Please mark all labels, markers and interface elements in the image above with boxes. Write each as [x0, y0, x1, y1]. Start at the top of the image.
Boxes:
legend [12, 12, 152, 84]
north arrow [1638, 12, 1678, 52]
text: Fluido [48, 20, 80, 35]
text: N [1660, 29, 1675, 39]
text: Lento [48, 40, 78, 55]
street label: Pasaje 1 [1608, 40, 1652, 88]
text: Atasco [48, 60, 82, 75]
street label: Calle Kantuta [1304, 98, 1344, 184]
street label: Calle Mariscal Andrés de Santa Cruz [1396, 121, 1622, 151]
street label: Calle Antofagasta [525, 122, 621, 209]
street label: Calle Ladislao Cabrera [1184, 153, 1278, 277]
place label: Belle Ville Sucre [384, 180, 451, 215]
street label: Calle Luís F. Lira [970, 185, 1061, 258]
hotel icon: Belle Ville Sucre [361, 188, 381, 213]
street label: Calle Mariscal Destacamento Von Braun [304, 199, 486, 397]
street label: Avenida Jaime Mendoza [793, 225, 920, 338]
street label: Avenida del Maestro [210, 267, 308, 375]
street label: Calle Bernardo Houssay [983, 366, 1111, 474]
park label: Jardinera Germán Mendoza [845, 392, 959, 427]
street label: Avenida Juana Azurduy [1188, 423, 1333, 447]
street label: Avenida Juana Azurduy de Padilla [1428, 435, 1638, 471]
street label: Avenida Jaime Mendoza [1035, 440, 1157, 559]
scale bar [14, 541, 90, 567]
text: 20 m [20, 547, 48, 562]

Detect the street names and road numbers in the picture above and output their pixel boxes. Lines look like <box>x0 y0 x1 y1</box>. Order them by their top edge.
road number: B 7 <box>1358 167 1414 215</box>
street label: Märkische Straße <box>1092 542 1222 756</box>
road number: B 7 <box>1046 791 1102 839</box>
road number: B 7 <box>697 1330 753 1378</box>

━━━━━━━━━━━━━━━━━━━━━━━━━━━━━━

▶ [WHAT THIS TASK INVOLVES]:
Every line of the data should be copied exactly.

▶ [COMPLETED EXERCISE]:
Please mark all labels, markers and interface elements in the image above with boxes. Write each as [x0, y0, x1, y1]. Start at the top of the image.
Boxes:
legend [12, 12, 152, 84]
north arrow [1638, 12, 1678, 52]
text: Fluido [48, 20, 80, 35]
text: N [1660, 29, 1675, 39]
text: Lento [48, 40, 78, 55]
street label: Pasaje 1 [1608, 40, 1652, 88]
text: Atasco [48, 60, 82, 75]
street label: Calle Kantuta [1304, 98, 1344, 184]
street label: Calle Mariscal Andrés de Santa Cruz [1396, 121, 1622, 151]
street label: Calle Antofagasta [525, 122, 621, 209]
street label: Calle Ladislao Cabrera [1184, 153, 1278, 277]
place label: Belle Ville Sucre [384, 180, 451, 215]
street label: Calle Luís F. Lira [970, 185, 1061, 258]
hotel icon: Belle Ville Sucre [361, 188, 381, 213]
street label: Calle Mariscal Destacamento Von Braun [304, 199, 486, 397]
street label: Avenida Jaime Mendoza [793, 225, 920, 338]
street label: Avenida del Maestro [210, 267, 308, 375]
street label: Calle Bernardo Houssay [983, 366, 1111, 474]
park label: Jardinera Germán Mendoza [845, 392, 959, 427]
street label: Avenida Juana Azurduy [1188, 423, 1333, 447]
street label: Avenida Juana Azurduy de Padilla [1428, 435, 1638, 471]
street label: Avenida Jaime Mendoza [1035, 440, 1157, 559]
scale bar [14, 541, 90, 567]
text: 20 m [20, 547, 48, 562]

Detect the street names and road numbers in the picture above and output their pixel boxes. Lines look like <box>x0 y0 x1 y1</box>. Order them by their top edge.
road number: B 7 <box>1358 167 1414 215</box>
street label: Märkische Straße <box>1092 542 1222 756</box>
road number: B 7 <box>1046 791 1102 839</box>
road number: B 7 <box>697 1330 753 1378</box>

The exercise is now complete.